Some strategies for handling a nerve-wracking month include making some extra time for rest, building healthy relationships, or getting help from others to manage time more effectively, according to the American Psychological Association. Exhaustion, uncertainty, depression and a change in behavior are all symptoms that occur when a student is experiencing more pressure than what they are accustomed to.
Stress also has a way of burrowing into our minds at night, keeping us awake and taking away precious hours of sleep. Although a few hours of lost sleep seem like a trivial loss at most, the effects can be more damaging than expected. Since fatigue makes concentrating a more tedious task, I’ve noticed that my test scores tend to dip more when I take it running off of a few hours of sleep rather than when I take it after a relaxed, full nights rest.
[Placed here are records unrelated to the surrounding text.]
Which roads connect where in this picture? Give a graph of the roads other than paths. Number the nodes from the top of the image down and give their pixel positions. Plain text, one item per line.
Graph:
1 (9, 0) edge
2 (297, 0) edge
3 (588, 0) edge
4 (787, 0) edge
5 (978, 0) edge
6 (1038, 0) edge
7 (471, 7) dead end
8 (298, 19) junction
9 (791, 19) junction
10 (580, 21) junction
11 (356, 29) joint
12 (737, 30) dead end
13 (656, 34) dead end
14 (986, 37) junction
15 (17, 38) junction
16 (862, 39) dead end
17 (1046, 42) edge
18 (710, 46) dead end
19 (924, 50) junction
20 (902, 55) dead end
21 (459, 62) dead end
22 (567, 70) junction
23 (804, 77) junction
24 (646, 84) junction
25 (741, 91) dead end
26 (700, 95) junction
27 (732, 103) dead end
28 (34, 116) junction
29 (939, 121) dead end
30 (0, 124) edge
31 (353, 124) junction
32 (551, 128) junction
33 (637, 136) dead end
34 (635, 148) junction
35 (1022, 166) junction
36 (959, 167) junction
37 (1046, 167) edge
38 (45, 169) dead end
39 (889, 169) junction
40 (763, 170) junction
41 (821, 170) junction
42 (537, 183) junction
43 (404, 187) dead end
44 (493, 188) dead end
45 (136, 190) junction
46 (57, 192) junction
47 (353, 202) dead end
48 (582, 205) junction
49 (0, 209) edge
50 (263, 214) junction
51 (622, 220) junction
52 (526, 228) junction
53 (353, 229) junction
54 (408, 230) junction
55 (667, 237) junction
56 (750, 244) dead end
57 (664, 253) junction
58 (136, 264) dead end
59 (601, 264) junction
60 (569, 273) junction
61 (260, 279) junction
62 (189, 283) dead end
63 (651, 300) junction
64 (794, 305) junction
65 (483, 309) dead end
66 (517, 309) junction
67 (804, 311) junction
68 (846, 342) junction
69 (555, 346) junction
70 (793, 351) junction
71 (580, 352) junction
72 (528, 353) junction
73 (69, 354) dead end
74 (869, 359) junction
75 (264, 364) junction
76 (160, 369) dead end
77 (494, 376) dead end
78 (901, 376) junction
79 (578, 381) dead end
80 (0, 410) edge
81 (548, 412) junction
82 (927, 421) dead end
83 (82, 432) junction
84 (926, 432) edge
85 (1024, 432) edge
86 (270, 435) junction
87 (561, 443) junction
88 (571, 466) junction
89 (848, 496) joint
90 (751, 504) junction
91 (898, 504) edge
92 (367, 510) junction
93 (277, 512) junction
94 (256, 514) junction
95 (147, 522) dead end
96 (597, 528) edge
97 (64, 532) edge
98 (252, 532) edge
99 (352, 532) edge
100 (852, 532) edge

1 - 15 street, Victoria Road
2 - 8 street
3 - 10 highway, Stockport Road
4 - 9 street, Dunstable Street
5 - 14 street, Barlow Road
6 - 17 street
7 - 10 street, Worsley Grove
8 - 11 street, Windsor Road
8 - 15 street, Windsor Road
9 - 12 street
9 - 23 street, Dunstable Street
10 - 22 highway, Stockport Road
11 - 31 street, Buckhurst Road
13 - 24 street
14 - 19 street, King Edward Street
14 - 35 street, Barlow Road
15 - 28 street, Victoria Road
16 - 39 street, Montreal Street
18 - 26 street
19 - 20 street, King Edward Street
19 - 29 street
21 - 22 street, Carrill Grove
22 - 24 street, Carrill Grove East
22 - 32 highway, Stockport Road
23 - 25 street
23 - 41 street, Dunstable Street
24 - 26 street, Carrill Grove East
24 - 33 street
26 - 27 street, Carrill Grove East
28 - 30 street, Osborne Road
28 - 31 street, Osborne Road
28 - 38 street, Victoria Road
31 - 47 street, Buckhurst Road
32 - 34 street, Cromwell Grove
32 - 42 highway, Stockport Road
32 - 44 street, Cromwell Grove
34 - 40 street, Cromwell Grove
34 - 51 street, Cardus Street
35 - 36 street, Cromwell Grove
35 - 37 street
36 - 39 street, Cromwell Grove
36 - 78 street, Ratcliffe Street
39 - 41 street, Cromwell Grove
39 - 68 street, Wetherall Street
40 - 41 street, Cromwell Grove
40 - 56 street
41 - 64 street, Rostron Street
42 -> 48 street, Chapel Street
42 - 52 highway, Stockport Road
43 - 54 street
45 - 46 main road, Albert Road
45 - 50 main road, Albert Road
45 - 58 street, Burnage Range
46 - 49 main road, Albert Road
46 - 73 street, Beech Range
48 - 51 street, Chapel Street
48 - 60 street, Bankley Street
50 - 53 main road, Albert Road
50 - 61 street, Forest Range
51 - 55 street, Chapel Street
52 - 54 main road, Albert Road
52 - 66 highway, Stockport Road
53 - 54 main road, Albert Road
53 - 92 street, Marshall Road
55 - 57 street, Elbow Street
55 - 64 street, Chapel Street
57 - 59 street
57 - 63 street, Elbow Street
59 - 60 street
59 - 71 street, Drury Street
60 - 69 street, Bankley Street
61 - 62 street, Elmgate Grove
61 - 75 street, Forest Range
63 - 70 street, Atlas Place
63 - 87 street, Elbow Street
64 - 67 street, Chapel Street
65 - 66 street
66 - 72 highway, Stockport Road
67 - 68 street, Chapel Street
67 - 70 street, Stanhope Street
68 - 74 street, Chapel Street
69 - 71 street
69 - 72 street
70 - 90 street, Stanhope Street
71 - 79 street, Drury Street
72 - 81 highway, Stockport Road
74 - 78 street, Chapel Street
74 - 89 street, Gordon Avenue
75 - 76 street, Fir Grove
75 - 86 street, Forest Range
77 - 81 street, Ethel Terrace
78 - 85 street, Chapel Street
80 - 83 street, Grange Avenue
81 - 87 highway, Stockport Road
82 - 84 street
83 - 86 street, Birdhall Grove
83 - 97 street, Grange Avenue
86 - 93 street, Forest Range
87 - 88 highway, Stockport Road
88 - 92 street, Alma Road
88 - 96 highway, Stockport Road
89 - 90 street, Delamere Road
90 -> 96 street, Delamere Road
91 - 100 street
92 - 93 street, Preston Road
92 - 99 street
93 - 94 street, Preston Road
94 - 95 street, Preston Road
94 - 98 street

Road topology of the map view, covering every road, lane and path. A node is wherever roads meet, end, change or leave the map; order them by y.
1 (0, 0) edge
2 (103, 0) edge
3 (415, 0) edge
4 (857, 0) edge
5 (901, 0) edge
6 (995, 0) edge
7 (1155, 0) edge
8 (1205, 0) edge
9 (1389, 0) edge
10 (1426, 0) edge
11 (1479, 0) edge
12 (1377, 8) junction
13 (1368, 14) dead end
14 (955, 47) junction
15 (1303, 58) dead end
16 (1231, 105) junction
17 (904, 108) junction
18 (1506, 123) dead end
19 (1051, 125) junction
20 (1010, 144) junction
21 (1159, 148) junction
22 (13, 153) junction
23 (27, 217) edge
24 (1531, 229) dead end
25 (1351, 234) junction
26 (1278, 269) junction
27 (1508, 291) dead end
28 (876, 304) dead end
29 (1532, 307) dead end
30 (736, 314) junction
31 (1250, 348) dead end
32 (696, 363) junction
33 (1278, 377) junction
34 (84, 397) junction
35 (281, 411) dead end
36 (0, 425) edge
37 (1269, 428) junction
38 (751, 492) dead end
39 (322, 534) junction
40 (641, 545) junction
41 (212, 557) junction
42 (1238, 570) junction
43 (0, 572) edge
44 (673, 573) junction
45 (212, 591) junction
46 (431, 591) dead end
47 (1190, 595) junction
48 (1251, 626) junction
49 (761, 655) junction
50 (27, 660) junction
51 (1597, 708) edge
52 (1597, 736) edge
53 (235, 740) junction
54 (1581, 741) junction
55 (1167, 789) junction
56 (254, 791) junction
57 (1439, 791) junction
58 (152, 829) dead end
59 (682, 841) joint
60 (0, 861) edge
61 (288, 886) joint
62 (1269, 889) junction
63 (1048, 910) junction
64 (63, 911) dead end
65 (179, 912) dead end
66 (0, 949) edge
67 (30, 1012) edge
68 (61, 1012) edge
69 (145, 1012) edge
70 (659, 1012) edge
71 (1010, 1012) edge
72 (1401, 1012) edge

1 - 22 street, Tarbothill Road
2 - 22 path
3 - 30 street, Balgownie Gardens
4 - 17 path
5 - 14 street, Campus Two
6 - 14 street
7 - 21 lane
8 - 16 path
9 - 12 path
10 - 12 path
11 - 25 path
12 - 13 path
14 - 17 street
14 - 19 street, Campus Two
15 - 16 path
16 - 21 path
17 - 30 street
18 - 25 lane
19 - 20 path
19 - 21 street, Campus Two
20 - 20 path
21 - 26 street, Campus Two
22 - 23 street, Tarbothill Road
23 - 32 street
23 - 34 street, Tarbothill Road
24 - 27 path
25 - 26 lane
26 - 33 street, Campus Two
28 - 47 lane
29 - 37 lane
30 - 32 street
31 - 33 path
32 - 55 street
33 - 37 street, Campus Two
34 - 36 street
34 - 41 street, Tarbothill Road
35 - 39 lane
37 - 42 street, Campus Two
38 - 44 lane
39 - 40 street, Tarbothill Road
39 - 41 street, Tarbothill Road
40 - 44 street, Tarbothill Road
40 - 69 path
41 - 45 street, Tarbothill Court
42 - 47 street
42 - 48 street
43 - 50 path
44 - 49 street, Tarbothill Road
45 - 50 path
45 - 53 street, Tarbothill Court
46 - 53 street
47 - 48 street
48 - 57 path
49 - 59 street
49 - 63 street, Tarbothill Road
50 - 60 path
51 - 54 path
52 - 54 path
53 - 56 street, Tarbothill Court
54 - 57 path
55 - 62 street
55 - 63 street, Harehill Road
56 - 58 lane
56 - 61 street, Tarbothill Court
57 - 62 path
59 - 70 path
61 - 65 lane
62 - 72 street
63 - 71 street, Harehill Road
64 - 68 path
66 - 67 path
This being said, not all stress is bad. Sometimes it can be a positive source, motivating people to do well before a sporting event or a test. The key to managing it  is to determine the right amount of pressure that will provide energy, ambition and enthusiasm versus the wrong amount which can become harmful a person’s welfare, according to Human Resources expert Susan Heathfield.
Although everyone’s stress factors are different, it’s important for us to understand what is initiating anxiety and to take action against it in order to help prevent more students from reaching that breaking point, especially during the last part of the school year when our GPA is affected the most.